## EXERCISE BRIEF
Give the number of lines in the records below that include "nodes", and nothing more.

## GIVEN ENTRIES
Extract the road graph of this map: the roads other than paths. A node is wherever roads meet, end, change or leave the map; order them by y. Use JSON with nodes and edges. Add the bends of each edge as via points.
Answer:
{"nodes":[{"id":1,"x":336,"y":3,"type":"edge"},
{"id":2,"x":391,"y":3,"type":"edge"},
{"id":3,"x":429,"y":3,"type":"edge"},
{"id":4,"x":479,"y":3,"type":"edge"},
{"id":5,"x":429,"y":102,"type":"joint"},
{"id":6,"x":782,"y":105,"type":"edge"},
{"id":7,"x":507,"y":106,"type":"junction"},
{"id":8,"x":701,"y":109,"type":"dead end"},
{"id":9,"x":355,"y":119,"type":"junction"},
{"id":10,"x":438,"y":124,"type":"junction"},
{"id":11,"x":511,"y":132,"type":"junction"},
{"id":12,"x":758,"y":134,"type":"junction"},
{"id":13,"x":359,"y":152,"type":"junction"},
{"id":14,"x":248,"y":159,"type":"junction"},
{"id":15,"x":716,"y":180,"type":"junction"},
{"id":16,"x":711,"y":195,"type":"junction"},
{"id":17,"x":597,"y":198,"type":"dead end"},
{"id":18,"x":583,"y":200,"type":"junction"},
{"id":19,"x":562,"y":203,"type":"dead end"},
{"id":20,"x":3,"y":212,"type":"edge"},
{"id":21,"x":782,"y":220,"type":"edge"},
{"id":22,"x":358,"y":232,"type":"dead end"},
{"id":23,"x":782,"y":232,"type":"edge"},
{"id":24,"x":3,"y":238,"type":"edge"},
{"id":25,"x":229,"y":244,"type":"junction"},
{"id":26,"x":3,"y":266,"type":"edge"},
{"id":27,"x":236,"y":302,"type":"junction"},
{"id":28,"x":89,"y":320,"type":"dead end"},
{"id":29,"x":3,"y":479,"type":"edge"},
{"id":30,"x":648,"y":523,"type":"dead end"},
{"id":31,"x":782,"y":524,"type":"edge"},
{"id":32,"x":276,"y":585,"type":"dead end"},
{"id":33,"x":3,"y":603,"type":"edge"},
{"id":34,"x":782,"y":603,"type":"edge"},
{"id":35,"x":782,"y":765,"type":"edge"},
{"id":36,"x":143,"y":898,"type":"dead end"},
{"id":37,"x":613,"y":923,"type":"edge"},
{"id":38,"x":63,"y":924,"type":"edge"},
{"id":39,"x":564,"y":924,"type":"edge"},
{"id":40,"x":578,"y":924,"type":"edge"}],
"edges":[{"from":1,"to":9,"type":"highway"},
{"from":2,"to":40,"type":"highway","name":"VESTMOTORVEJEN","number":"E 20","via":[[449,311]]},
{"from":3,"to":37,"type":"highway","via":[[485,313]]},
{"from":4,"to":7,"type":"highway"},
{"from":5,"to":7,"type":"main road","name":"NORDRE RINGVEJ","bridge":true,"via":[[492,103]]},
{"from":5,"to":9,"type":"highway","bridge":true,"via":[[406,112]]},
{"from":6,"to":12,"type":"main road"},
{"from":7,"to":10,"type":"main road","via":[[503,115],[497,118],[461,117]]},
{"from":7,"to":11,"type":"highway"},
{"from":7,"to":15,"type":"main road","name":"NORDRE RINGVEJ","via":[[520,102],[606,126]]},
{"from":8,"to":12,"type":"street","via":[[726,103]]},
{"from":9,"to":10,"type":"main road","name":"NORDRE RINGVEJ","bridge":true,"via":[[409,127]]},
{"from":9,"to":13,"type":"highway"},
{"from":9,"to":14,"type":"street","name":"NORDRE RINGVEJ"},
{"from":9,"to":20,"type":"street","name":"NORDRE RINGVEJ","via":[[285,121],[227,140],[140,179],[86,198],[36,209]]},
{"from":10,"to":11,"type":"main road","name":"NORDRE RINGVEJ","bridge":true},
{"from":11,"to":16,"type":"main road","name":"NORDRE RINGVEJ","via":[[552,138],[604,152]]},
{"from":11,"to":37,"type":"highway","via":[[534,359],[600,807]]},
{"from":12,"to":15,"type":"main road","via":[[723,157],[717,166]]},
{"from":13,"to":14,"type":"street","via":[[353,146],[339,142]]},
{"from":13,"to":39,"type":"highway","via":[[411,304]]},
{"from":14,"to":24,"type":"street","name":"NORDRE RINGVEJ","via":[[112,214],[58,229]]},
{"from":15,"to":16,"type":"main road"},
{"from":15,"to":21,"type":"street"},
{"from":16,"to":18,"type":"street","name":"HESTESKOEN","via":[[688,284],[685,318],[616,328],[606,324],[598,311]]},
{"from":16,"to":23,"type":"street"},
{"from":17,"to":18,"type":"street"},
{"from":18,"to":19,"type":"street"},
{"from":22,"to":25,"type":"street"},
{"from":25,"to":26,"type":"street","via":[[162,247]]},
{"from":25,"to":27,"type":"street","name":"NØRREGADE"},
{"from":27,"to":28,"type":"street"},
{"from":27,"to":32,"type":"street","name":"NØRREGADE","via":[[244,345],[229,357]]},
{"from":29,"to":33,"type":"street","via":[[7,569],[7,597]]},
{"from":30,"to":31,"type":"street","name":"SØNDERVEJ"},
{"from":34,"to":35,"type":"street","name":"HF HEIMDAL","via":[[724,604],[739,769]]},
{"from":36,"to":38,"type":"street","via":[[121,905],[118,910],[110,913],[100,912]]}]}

## EXERCISE ANSWER
2